I will say no. Shape is a quality about dimensive quantity which is proper to body but not the spiritual. Two other related ideas are containment and that the soul is not the person but part of the person.
Also from St. Thomas Aquinas “Shape is a quality about quantity, since the notion of shape consists of fixing the bounds of magnitude.” - Sum.Th. Q78. A3.
He also covered thinking on angels and place. Angels are immortal pure spiritual beings. The human rational soul is spiritual.
I answer that, It is befitting an angel to be in a place; yet an angel and a body are said to be in a place in quite a different sense. A body is said to be in a place in such a way that it is applied to such place according to the contact of dimensive quantity; but there is no such quantity in the angels, for theirs is a virtual one. Consequently an angel is said to be in a corporeal place by application of the angelic power in any manner whatever to any place.

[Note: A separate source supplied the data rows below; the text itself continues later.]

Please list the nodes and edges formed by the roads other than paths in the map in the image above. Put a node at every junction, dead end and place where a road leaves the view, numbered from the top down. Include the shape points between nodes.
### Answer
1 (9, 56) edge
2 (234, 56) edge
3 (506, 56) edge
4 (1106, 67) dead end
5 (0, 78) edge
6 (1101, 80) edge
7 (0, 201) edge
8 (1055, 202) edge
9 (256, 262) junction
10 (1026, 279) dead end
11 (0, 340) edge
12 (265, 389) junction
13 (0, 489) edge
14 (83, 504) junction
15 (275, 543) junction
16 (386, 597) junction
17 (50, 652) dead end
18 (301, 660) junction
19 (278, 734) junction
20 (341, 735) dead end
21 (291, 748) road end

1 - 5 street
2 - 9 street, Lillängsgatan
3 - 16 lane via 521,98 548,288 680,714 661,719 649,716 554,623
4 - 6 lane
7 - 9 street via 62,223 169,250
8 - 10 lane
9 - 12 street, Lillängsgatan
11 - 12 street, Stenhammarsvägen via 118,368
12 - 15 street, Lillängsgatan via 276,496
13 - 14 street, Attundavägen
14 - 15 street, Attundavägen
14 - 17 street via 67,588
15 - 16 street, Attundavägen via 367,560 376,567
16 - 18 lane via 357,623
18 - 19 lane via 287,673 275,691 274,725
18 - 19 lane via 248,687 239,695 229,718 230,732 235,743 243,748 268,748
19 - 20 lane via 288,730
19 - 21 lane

Accordingly there is no need for saying that an angel can be deemed commensurate with a place, or that he occupies a space in the continuous; for this is proper to a located body which is endowed with dimensive quantity. In similar fashion it is not necessary on this account for the angel to be contained by a place; because an incorporeal substance virtually contains the thing with which it comes into contact, and is not contained by it: for the soul is in the body as containing it, not as contained by it. In the same way an angel is said to be in a place which is corporeal, not as the thing contained, but as somehow containing it.
newadvent.org/summa/1052.htm
St. Thomas Aquinas, in Summa Theologica, Supplement, Q75** The Resurrection **wrote:
Article 1. Whether there is to be a resurrection of the body?
**Objection 2. **Further, Our Lord proves the resurrection by quoting the words: “I am the God of Abraham, and the God of Isaac, and the God of Jacob. He is not the God of the dead but of the living” (Matthew 22:32; Exodus 3:6). But it is clear that when those words were uttered, Abraham, Isaac, and Jacob lived not in body, but only in the soul. Therefore there will be no resurrection of bodies but only of souls.
Reply to Objection 2. Abraham’s soul, properly speaking, is not Abraham himself, but a part of him (and the same as regards the others). Hence life in Abraham’s soul does not suffice to make Abraham a living being, or to make the God of Abraham the God of a living man. But there needs to be life in the whole composite, i.e. the soul and body: and although this life were not actually when these words were uttered, it was in each part as ordained to the resurrection. Wherefore our Lord proves the resurrection with the greatest subtlety and efficacy.